* Goal of the exercise
Determine how many lines in the listing hold "第二京阪道路" and give only that number.

* Supplied records
- Opening Delimiter -
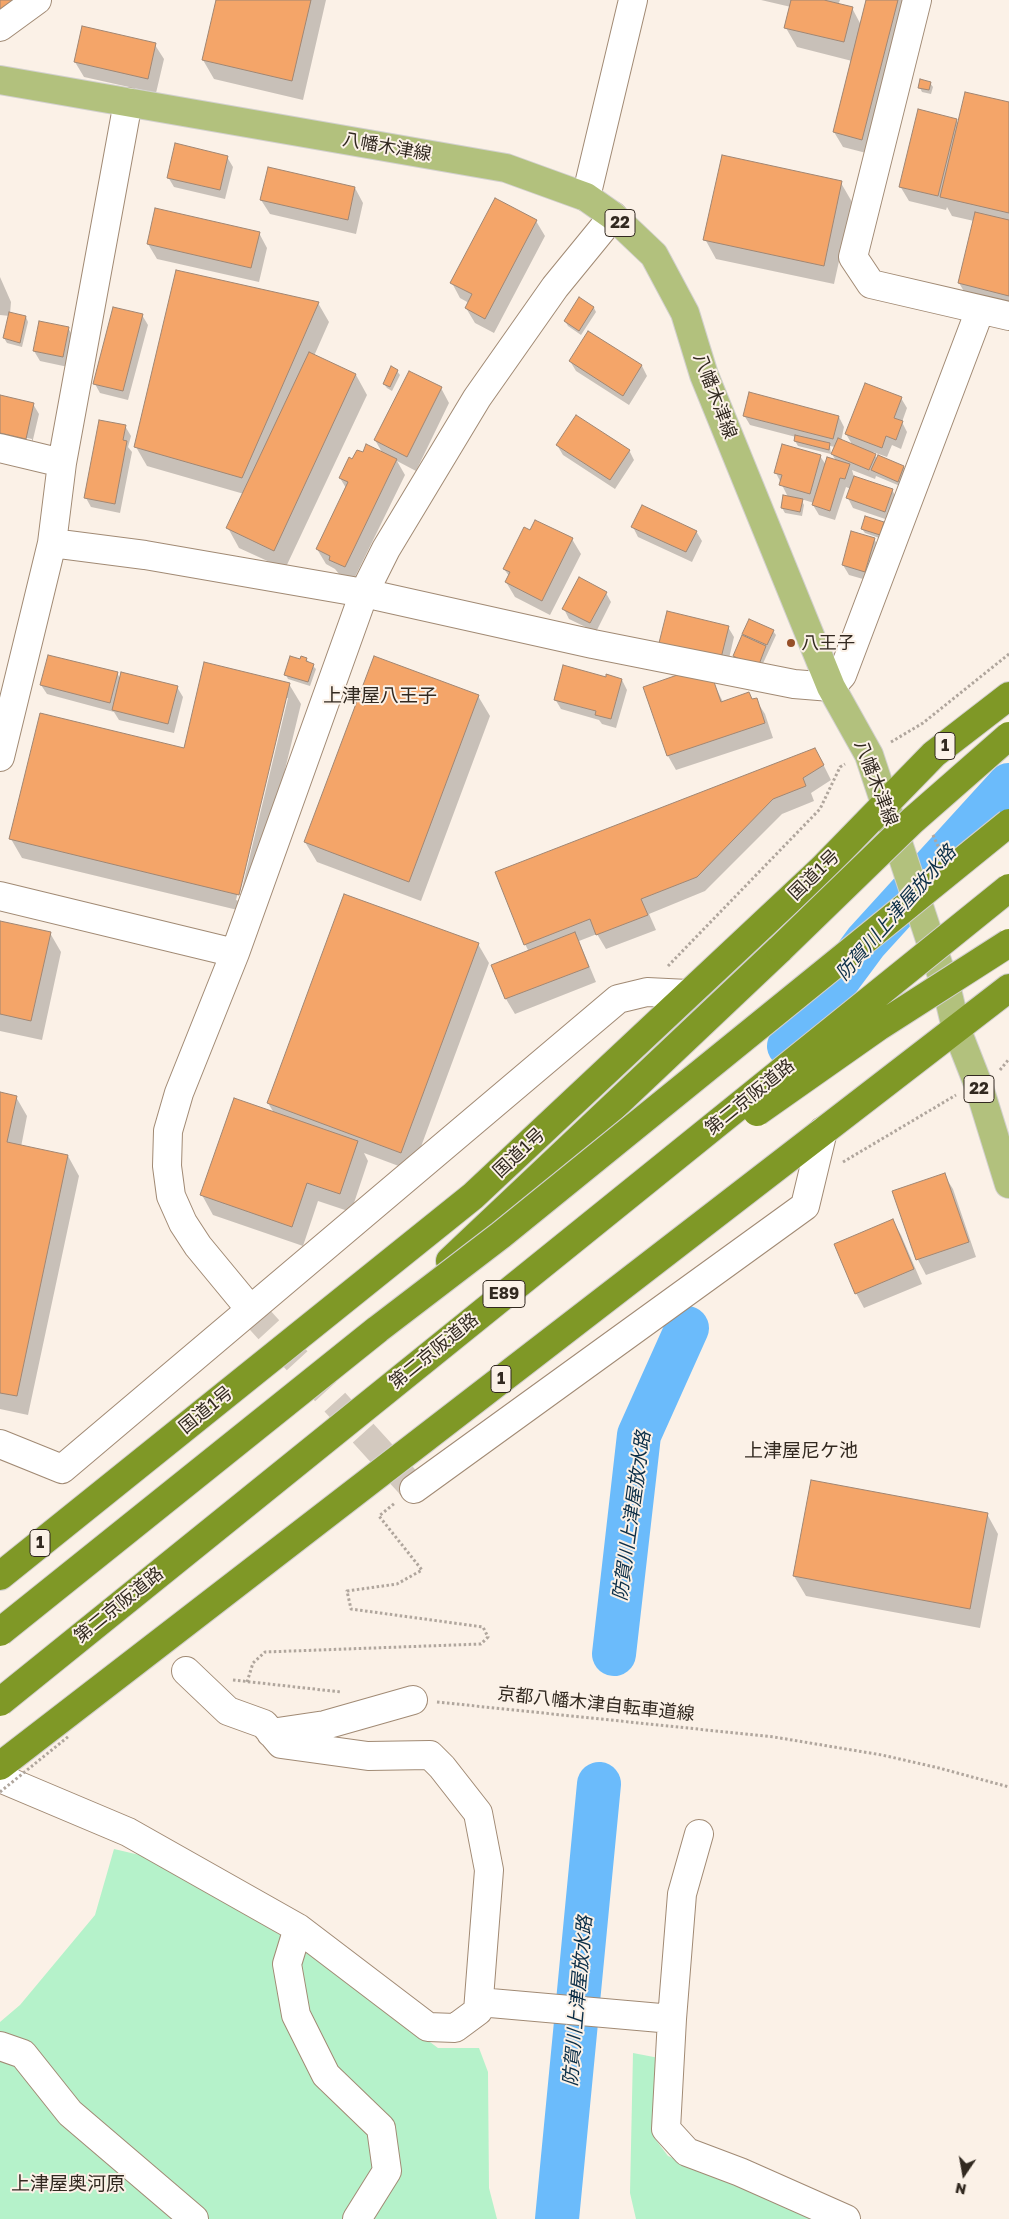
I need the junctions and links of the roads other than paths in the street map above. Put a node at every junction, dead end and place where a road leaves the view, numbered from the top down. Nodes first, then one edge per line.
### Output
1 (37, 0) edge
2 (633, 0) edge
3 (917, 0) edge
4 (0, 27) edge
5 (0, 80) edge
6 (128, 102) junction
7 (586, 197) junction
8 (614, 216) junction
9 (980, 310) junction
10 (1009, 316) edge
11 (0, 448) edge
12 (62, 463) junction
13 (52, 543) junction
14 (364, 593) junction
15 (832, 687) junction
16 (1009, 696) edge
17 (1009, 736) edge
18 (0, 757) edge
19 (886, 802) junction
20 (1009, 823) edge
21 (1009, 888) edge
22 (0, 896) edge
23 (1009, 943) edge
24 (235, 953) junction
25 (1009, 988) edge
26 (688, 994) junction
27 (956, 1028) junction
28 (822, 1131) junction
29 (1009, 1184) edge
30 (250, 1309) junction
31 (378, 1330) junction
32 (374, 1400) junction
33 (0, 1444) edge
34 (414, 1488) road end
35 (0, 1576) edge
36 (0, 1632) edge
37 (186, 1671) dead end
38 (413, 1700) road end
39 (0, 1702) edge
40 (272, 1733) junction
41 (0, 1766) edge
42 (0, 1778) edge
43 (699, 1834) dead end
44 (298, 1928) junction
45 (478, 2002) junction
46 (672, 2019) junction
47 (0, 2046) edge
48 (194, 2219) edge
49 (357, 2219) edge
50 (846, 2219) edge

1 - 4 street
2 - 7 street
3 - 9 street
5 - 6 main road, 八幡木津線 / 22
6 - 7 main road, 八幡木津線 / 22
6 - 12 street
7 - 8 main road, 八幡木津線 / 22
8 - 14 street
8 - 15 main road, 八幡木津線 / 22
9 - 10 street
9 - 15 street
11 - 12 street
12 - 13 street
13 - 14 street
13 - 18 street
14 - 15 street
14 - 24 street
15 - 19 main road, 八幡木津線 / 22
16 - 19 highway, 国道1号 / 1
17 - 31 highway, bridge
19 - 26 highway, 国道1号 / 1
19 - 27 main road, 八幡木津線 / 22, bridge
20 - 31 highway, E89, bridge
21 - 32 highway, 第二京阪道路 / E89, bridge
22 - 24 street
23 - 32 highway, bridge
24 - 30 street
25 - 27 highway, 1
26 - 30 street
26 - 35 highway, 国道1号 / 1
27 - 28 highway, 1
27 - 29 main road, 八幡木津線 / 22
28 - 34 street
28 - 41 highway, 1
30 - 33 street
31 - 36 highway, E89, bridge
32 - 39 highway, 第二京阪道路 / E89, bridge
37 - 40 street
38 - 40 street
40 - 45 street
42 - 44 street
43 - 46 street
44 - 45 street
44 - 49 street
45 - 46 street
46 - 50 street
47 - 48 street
- Closing Delimiter -
* Answer
2